Of the lines below, report only those that contain "Demir".
++++ DATA IN THIS EXERCISE
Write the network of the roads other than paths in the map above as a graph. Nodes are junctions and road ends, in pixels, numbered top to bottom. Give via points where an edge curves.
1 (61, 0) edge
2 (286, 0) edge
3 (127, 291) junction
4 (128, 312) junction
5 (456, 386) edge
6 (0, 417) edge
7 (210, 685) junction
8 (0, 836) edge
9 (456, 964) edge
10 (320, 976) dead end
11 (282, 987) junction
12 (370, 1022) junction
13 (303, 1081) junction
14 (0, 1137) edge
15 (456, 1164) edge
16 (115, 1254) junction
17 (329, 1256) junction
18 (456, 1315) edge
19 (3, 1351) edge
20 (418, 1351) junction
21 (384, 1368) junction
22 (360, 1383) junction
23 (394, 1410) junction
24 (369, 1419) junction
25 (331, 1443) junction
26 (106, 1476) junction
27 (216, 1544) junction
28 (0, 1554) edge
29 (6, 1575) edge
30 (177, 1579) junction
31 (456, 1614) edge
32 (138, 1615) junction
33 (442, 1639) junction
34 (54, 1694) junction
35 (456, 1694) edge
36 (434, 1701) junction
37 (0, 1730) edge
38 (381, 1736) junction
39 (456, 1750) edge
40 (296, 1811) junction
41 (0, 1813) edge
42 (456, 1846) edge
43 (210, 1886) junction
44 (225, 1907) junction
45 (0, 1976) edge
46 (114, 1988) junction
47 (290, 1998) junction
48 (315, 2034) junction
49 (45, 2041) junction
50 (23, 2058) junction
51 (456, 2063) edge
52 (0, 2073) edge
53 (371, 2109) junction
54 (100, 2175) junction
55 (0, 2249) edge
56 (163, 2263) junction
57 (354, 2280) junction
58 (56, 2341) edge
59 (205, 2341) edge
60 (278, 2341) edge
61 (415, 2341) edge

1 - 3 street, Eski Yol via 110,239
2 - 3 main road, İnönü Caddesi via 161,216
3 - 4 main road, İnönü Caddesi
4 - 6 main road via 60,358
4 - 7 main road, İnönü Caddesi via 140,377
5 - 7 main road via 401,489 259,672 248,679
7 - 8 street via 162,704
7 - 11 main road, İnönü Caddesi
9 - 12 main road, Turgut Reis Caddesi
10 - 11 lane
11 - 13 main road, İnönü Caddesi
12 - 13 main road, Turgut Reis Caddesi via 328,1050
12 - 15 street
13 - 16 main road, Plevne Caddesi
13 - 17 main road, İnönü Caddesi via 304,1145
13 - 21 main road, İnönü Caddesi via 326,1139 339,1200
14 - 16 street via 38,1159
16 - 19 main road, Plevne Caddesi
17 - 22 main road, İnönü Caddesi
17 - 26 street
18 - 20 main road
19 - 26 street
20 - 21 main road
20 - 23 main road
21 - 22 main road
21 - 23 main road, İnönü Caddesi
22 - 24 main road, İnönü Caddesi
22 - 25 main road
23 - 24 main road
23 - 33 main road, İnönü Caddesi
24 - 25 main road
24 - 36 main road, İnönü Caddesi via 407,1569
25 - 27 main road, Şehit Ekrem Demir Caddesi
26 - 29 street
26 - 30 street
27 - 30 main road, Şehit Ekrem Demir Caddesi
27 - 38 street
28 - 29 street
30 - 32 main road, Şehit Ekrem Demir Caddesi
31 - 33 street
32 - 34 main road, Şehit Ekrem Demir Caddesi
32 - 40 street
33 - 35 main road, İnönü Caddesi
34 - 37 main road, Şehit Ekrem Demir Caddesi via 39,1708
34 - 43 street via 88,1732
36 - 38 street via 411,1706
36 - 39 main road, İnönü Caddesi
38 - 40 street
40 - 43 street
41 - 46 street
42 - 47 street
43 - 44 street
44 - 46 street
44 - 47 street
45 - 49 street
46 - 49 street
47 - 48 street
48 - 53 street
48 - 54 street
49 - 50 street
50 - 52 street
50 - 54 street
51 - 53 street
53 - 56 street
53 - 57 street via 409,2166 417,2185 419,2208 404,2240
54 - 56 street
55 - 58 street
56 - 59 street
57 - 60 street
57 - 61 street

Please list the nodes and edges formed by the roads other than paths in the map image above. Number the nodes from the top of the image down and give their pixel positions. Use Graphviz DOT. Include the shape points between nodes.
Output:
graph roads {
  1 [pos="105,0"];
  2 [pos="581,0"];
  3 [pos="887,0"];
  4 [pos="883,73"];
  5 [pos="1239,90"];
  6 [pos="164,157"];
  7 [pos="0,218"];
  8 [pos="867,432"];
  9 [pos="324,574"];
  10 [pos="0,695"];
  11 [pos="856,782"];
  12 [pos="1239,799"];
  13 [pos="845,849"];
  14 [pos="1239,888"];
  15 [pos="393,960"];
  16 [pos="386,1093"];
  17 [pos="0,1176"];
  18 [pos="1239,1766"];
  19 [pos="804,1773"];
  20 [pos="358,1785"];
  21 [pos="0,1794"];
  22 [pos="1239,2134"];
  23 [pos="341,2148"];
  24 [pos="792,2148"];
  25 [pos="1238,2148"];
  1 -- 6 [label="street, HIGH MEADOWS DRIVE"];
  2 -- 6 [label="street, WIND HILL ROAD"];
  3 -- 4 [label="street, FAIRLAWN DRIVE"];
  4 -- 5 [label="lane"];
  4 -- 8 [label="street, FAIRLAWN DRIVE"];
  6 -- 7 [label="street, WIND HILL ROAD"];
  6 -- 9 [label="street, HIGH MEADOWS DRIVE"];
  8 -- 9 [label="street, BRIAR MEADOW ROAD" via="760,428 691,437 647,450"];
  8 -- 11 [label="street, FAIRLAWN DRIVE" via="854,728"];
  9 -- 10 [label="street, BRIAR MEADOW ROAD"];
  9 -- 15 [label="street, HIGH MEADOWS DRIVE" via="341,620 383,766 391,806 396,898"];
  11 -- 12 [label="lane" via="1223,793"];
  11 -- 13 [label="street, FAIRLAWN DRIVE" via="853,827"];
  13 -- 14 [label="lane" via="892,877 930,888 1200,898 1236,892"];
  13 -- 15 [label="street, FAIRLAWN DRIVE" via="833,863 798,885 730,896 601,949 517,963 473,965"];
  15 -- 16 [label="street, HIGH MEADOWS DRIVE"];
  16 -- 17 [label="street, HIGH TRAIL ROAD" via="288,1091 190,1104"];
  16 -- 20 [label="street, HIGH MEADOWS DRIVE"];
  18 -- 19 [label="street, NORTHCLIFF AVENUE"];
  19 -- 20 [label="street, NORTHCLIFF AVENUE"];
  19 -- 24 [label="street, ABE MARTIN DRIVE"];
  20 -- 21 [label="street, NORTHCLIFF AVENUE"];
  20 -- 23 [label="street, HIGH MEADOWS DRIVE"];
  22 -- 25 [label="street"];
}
++++++++
# OUTPUT BELOW
25 - 27 main road, Şehit Ekrem Demir Caddesi
27 - 30 main road, Şehit Ekrem Demir Caddesi
30 - 32 main road, Şehit Ekrem Demir Caddesi
32 - 34 main road, Şehit Ekrem Demir Caddesi
34 - 37 main road, Şehit Ekrem Demir Caddesi via 39,1708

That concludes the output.